# Excerpted records
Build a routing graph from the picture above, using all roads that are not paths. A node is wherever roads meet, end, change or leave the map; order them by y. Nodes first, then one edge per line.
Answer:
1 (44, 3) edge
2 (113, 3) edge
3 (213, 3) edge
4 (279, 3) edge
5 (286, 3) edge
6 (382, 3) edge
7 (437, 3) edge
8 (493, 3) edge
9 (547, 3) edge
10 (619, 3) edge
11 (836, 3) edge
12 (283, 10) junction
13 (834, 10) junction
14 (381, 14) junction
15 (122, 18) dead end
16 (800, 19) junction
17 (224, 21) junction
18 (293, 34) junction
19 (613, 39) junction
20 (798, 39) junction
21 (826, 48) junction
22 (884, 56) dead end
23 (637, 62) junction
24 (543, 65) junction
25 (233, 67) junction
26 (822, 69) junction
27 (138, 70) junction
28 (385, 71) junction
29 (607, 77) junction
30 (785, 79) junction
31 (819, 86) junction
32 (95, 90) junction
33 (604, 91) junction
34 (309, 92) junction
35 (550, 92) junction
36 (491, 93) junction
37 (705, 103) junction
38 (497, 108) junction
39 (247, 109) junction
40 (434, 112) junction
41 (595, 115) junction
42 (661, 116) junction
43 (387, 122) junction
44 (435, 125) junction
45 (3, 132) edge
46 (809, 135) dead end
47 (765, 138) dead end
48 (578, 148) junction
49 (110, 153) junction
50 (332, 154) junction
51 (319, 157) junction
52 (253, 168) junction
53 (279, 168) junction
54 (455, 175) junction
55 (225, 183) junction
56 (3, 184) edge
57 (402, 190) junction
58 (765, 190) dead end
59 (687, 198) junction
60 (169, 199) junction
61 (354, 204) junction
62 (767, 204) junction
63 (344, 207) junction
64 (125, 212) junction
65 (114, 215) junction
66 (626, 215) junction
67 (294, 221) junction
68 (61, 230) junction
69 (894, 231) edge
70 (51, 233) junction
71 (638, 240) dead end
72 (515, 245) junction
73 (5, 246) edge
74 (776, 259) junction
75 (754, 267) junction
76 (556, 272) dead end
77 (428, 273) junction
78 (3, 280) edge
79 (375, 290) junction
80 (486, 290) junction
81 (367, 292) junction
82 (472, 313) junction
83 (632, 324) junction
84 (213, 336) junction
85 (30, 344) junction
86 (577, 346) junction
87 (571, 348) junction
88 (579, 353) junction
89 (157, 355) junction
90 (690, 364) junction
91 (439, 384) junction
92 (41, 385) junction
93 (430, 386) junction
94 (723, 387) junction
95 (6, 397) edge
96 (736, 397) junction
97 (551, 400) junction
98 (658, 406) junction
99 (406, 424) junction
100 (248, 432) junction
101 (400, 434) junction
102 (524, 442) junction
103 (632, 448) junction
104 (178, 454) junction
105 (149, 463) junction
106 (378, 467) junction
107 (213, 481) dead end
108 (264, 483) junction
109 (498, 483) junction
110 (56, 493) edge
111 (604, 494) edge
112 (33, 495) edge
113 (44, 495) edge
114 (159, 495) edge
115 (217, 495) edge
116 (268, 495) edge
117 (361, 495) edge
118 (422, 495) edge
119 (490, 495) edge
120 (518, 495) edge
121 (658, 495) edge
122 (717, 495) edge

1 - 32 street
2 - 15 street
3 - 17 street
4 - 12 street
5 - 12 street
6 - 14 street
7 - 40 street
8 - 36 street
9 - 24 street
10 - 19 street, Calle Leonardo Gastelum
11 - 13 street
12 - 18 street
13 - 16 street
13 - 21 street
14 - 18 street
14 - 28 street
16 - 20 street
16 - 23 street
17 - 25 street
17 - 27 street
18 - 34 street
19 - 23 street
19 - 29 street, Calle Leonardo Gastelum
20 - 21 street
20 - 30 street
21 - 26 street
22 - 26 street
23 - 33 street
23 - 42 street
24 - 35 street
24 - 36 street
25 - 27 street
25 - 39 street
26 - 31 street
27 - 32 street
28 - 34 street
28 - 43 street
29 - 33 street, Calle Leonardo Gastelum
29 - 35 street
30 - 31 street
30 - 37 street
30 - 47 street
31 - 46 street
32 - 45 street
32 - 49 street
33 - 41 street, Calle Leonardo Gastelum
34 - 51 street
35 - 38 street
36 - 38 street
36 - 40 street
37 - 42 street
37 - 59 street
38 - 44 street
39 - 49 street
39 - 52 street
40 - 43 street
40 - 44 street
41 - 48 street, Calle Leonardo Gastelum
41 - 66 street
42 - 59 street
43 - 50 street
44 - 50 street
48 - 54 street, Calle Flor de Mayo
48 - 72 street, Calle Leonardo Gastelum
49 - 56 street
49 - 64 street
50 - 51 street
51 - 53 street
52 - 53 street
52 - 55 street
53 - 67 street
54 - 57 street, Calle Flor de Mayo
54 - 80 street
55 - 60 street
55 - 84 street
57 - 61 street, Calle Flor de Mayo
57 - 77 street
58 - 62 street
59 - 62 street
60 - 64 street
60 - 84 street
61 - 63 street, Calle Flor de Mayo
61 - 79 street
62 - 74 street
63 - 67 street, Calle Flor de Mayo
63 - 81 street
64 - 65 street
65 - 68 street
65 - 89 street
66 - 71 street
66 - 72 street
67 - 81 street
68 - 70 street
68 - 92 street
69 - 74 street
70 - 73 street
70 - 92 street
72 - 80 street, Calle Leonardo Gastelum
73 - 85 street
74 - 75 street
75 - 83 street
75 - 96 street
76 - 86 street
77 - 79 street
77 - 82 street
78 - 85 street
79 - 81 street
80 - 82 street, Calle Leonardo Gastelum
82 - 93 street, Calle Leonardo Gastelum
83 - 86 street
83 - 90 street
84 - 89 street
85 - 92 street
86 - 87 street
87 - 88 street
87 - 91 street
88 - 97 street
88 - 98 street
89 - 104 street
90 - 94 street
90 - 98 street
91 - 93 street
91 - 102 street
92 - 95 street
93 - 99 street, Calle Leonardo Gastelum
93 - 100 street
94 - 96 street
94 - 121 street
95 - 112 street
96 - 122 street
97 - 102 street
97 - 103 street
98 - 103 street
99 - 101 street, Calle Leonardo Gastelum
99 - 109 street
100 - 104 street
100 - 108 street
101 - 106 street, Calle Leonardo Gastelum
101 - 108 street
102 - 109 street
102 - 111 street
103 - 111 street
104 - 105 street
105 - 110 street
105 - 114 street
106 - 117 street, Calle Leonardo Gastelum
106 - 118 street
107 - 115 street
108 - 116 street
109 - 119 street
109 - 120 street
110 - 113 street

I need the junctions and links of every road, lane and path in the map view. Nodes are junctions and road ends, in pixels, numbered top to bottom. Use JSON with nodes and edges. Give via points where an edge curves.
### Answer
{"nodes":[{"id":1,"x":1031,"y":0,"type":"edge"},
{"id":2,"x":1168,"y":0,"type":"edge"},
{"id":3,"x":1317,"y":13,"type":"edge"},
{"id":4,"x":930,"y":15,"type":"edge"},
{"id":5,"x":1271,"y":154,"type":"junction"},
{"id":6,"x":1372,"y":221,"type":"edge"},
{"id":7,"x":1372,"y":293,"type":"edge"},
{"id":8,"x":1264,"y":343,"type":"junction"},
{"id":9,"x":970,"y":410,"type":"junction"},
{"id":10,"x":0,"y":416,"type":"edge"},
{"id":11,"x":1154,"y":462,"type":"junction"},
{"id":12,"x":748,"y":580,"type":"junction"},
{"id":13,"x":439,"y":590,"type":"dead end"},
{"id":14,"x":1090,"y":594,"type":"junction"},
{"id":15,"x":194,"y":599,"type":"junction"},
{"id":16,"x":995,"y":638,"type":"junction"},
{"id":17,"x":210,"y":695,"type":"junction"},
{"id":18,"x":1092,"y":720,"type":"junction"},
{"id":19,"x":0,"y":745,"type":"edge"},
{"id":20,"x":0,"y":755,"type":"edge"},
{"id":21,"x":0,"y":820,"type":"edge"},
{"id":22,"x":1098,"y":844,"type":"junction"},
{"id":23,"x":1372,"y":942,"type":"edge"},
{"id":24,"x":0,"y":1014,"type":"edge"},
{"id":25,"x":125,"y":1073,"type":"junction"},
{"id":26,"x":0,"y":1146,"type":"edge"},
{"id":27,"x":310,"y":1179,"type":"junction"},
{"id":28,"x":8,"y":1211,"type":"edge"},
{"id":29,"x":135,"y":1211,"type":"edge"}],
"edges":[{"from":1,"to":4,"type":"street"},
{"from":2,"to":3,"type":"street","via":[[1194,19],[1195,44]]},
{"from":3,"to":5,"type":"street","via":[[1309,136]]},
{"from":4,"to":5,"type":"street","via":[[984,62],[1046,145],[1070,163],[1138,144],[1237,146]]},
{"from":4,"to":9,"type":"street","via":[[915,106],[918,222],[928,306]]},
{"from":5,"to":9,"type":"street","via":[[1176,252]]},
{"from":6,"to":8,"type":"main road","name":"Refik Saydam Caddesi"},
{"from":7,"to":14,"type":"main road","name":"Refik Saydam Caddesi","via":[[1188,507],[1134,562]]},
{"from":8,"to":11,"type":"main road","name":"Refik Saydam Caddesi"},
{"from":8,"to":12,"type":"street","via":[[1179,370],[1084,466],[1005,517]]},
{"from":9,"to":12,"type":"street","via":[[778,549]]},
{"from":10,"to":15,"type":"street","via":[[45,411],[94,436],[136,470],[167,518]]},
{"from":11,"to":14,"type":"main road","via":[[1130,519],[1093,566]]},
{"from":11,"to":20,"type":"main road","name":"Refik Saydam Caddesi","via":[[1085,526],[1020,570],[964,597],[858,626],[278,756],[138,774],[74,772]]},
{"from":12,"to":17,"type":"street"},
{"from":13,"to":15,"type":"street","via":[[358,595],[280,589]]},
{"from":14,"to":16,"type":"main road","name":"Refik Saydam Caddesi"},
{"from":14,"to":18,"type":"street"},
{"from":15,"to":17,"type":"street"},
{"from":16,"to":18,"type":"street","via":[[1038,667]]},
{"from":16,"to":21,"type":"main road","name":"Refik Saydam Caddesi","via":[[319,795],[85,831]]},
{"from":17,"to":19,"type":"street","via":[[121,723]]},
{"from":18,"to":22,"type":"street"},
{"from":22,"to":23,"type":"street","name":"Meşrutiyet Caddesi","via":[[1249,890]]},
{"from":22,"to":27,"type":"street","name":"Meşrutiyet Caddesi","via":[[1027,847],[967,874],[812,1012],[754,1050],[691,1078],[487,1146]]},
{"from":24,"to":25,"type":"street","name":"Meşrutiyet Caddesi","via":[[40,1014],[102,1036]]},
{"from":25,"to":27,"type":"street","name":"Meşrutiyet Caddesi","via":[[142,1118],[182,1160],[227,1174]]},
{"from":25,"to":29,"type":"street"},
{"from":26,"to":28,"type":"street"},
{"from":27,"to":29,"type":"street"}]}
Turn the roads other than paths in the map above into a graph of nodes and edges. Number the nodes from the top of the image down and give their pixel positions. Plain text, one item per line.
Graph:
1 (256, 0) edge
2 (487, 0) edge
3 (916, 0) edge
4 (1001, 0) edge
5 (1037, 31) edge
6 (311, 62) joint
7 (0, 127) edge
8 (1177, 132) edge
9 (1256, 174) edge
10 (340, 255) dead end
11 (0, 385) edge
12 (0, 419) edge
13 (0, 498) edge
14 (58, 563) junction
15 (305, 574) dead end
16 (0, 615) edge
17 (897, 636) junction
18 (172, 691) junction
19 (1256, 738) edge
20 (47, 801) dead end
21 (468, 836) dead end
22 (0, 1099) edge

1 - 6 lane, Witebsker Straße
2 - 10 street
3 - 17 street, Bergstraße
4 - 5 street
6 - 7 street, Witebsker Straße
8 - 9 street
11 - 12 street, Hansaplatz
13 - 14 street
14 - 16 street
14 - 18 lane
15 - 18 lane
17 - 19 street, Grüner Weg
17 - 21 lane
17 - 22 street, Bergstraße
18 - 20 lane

# Problem statement
Which lines above contain the word "Refik"? Copy each of them.

# Response to the task
{"from":6,"to":8,"type":"main road","name":"Refik Saydam Caddesi"},
{"from":7,"to":14,"type":"main road","name":"Refik Saydam Caddesi","via":[[1188,507],[1134,562]]},
{"from":8,"to":11,"type":"main road","name":"Refik Saydam Caddesi"},
{"from":11,"to":20,"type":"main road","name":"Refik Saydam Caddesi","via":[[1085,526],[1020,570],[964,597],[858,626],[278,756],[138,774],[74,772]]},
{"from":14,"to":16,"type":"main road","name":"Refik Saydam Caddesi"},
{"from":16,"to":21,"type":"main road","name":"Refik Saydam Caddesi","via":[[319,795],[85,831]]},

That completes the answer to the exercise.